The reforms of the liturgy resulting from the Second Vatican Council have greatly increased the freedom of choice of liturgical music; the council also encouraged the composition of new music for the sacred liturgy. However, every freedom entails a corresponding responsibility; and it does not seem that, in the years since the council, the responsibility for the choice of sacred music has been exercised with equal wisdom in all circles. To judge by what is normally heard in the churches, one might even conclude that the Church no longer holds any standards in the realm of sacred music, and that, in fact, anything goes.
The council did not leave all up in the air, however, and if its Constitution on the Sacred Liturgy had been seriously heeded, a living tradition would still be alive everywhere, and we would have added musical works of some permanence to the “store of treasures” of sacred music. The council laid down some rather specific norms which can serve as a basis for developing an understanding of sacred music and thus for choosing wisely.

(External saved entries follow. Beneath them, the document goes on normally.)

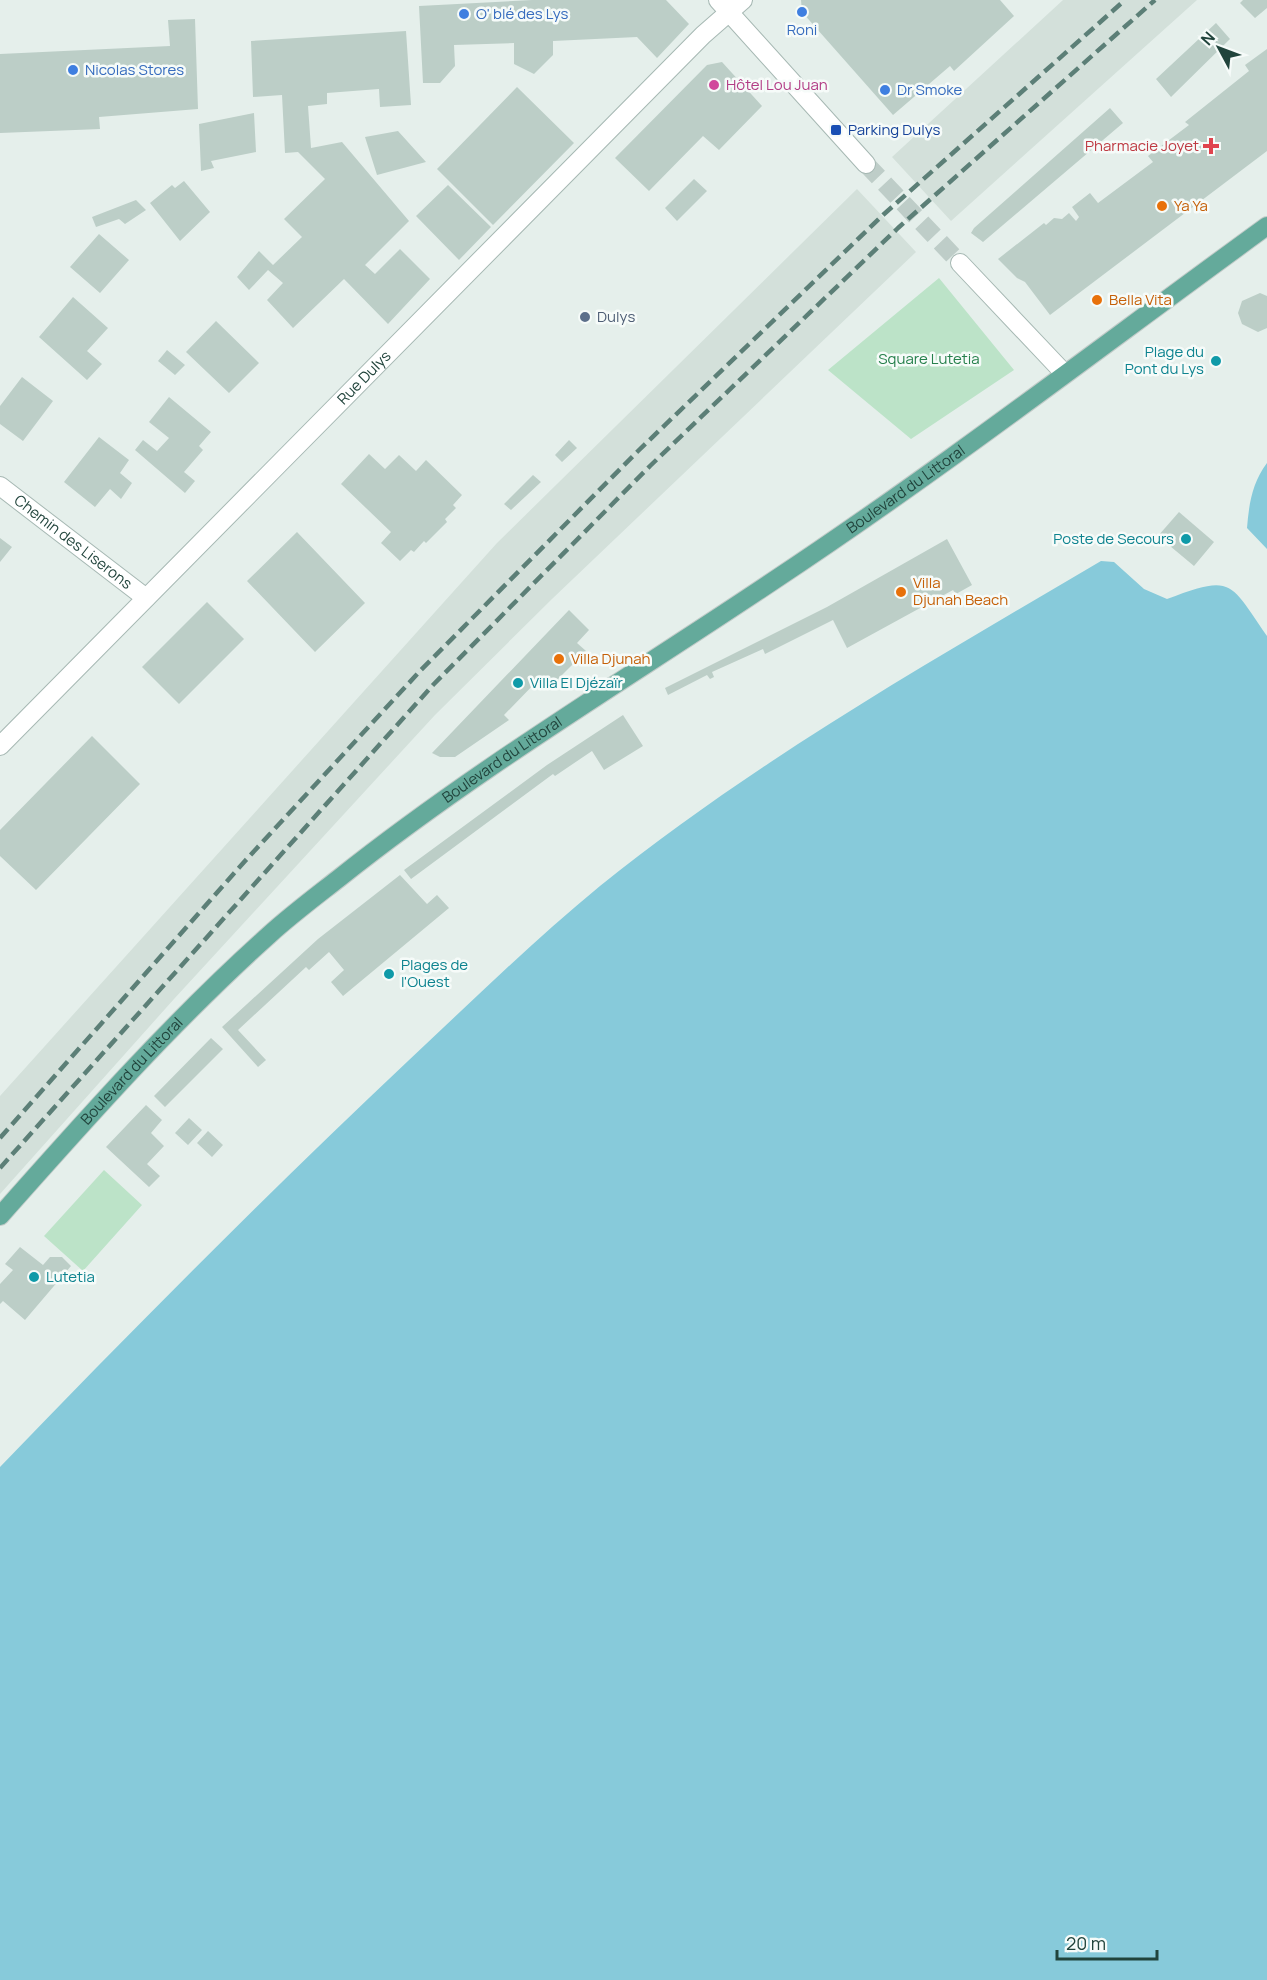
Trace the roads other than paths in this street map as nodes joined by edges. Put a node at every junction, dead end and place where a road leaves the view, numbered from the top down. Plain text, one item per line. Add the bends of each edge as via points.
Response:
1 (730, 4) edge
2 (866, 164) tunnel mouth
3 (1267, 226) edge
4 (960, 263) tunnel mouth
5 (1065, 373) junction
6 (0, 486) edge
7 (146, 598) junction
8 (0, 746) edge
9 (0, 1216) edge

1 - 2 street
1 - 7 street, Rue Dulys
3 - 5 main road, Boulevard du Littoral
4 - 5 street
5 - 9 main road, Boulevard du Littoral via 835,540 400,829 272,932 208,991
6 - 7 street, Chemin des Liserons
7 - 8 street, Rue Dulys

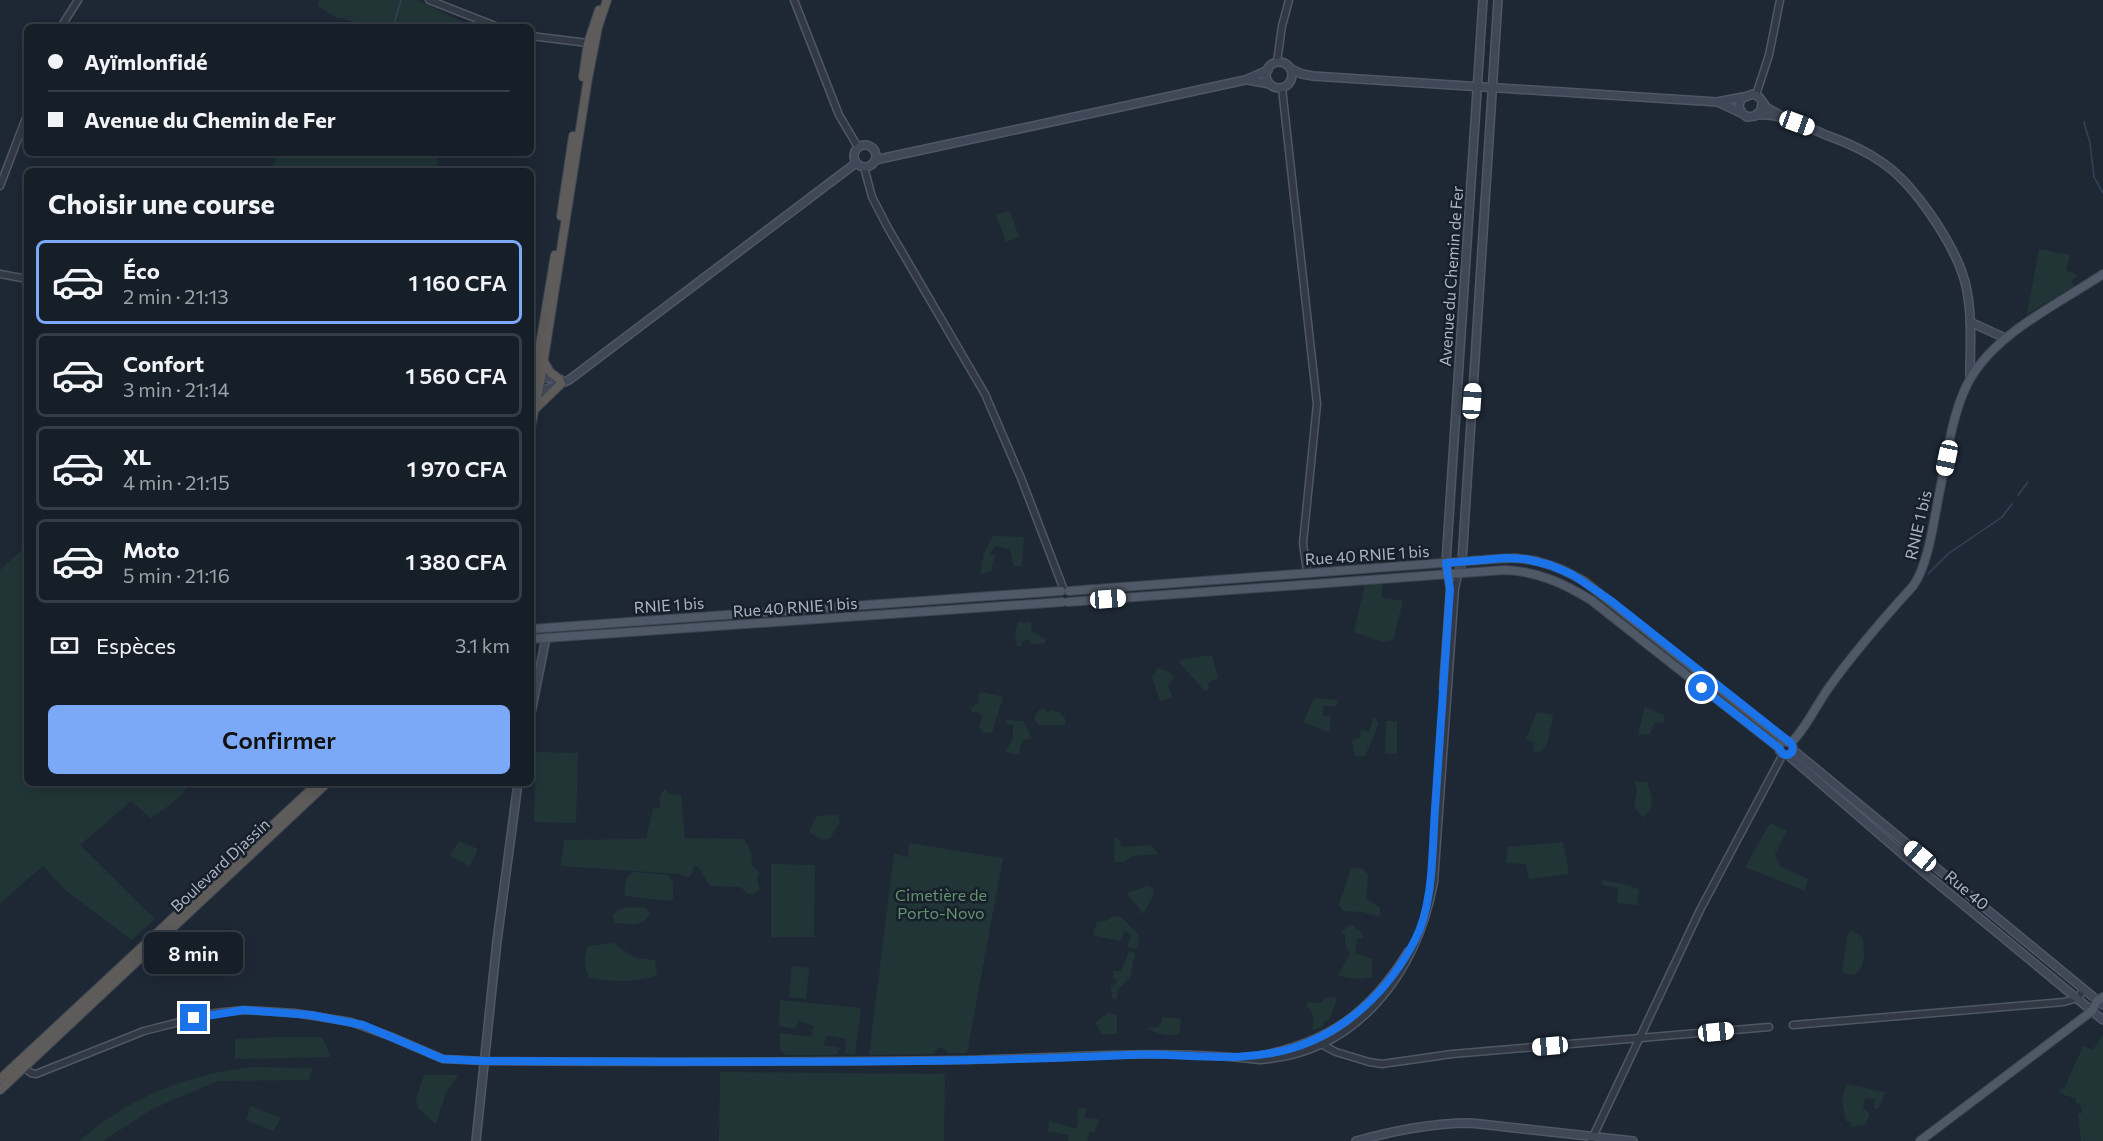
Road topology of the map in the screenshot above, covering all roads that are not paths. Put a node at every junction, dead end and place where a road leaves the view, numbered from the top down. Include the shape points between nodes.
1 (78, 0) edge
2 (429, 0) edge
3 (602, 0) edge
4 (608, 0) edge
5 (794, 0) edge
6 (1289, 0) edge
7 (1483, 0) edge
8 (1498, 0) edge
9 (1780, 0) edge
10 (63, 24) edge
11 (490, 24) edge
12 (534, 36) edge
13 (588, 43) junction
14 (1277, 63) junction
15 (1291, 69) junction
16 (1268, 70) junction
17 (1313, 76) junction
18 (1245, 80) junction
19 (1291, 82) junction
20 (1270, 84) junction
21 (1477, 86) junction
22 (1282, 88) junction
23 (1492, 88) junction
24 (1743, 97) junction
25 (1759, 98) junction
26 (1717, 102) junction
27 (1741, 113) junction
28 (1757, 115) junction
29 (1784, 118) junction
30 (24, 123) edge
31 (858, 147) junction
32 (875, 160) junction
33 (856, 163) junction
34 (864, 167) junction
35 (0, 186) edge
36 (0, 274) edge
37 (2103, 274) edge
38 (24, 278) edge
39 (1970, 322) junction
40 (2005, 338) junction
41 (543, 360) junction
42 (538, 378) junction
43 (1970, 378) junction
44 (563, 381) junction
45 (534, 392) edge
46 (535, 409) junction
47 (534, 414) edge
48 (1462, 562) junction
49 (1446, 563) junction
50 (1307, 572) junction
51 (1458, 574) junction
52 (1448, 575) junction
53 (1453, 588) junction
54 (1064, 591) junction
55 (1065, 602) junction
56 (534, 629) edge
57 (546, 638) junction
58 (534, 639) edge
59 (534, 698) edge
60 (1788, 747) junction
61 (315, 786) edge
62 (324, 786) edge
63 (518, 786) edge
64 (2084, 990) junction
65 (2077, 998) junction
66 (2102, 1002) edge
67 (2092, 1011) junction
68 (2103, 1020) edge
69 (1793, 1025) dead end
70 (1769, 1027) dead end
71 (1639, 1040) junction
72 (1321, 1044) junction
73 (1245, 1058) junction
74 (485, 1061) junction
75 (21, 1065) junction
76 (0, 1079) edge
77 (0, 1090) edge
78 (1592, 1139) edge
79 (476, 1141) edge
80 (1356, 1141) edge
81 (1633, 1141) edge
82 (1920, 1141) edge

1 - 10 street
2 - 11 street
3 - 13 highway
4 - 41 highway via 588,78
5 - 31 street via 839,115
6 - 14 street
7 - 21 main road, Avenue du Chemin de Fer
8 - 23 main road, Avenue du Chemin de Fer
9 - 25 street
12 - 13 street
13 - 42 highway
14 - 15 main road
14 - 16 main road
15 - 17 main road
15 - 19 main road
16 - 18 main road
16 - 20 main road
17 - 19 main road
17 - 21 main road
18 - 20 main road
18 - 32 main road
19 - 22 main road
20 - 22 main road
21 - 23 main road
21 - 49 main road, Avenue du Chemin de Fer
22 - 50 street via 1317,405 1304,543
23 - 26 main road
23 - 48 main road, Avenue du Chemin de Fer
24 - 25 main road via 1750,94
24 - 26 main road
24 - 27 main road via 1739,104
25 - 28 main road via 1761,110
25 - 29 main road
26 - 27 main road
27 - 28 main road via 1748,117
28 - 29 main road
29 - 39 main road via 1838,139 1884,163 1913,193 1946,237 1958,263
30 - 35 street
31 - 32 main road via 872,147
31 - 33 main road via 853,156
32 - 34 main road
33 - 34 main road
33 - 44 main road
34 - 54 street via 872,197 888,228 985,394
36 - 38 street
37 - 40 main road, RNIE 1 bis
39 - 40 main road
39 - 43 main road
40 - 43 main road, RNIE 1 bis
41 - 42 highway
41 - 44 highway via 550,372
42 - 44 main road
42 - 45 highway
43 - 60 main road, RNIE 1 bis via 1958,410 1918,577 1848,660
44 - 45 main road
44 - 46 highway
45 - 46 highway
46 - 47 highway
48 - 49 main road, Rue 40 RNIE 1 bis
48 - 51 main road, Avenue du Chemin de Fer
48 - 60 main road, Rue 40 RNIE 1 bis via 1526,559 1573,575 1610,600
49 - 50 main road, Rue 40 RNIE 1 bis
49 - 52 main road, Avenue du Chemin de Fer
50 - 54 main road, Rue 40 RNIE 1 bis
51 - 52 main road, Rue 40 RNIE 1 bis
51 - 53 street, Avenue du Chemin de Fer
51 - 60 main road, Rue 40 RNIE 1 bis via 1526,572 1575,590
52 - 53 street, Avenue du Chemin de Fer
52 - 55 main road, Rue 40 RNIE 1 bis
53 - 72 street via 1434,882 1424,924 1405,965 1378,1002 1354,1024
53 - 73 street via 1431,882 1418,932 1384,987 1361,1011 1302,1044
54 - 55 main road via 1059,598
54 - 56 main road, RNIE 1 bis
55 - 57 main road, Rue 40 RNIE 1 bis
57 - 58 main road, Rue 40 RNIE 1 bis
57 - 59 main road
60 - 64 main road, Rue 40
60 - 65 main road, Rue 40 via 1906,857
60 - 71 street via 1700,910
61 - 75 highway, Boulevard Djassin
62 - 75 highway, Boulevard Djassin
63 - 74 main road
64 - 65 street
64 - 66 main road, Rue 40
65 - 67 main road, Rue 40
65 - 69 street
66 - 67 main road
67 - 68 main road, Rue 40
67 - 82 main road
70 - 71 street
71 - 72 street via 1452,1054 1382,1064
71 - 78 street
72 - 73 street via 1277,1058
73 - 74 street via 1140,1054 840,1061
74 - 75 street via 443,1059 363,1025 338,1019 244,1010 215,1013 144,1031 36,1074
74 - 79 main road
75 - 76 highway, Boulevard Djassin
75 - 77 highway, Boulevard Djassin
78 - 80 main road via 1450,1123
78 - 81 main road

In its chapter on sacred music, the council declared that the solemn sung form of the liturgy is the higher form, that of all the arts music represents the greatest store of traditional treasures of the liturgy, that music is the more holy insofar as it is intimately connected to the liturgical action, and that Gregorian chant is the normative music of the Roman rite. Moreover, in speaking of innovations in general, it required that new forms derive organically from existing ones.
From Sacred Music 102, no. 3 (1975), reprinted in The Musical Shape of the Liturgy by William Peter Mahrt (2012)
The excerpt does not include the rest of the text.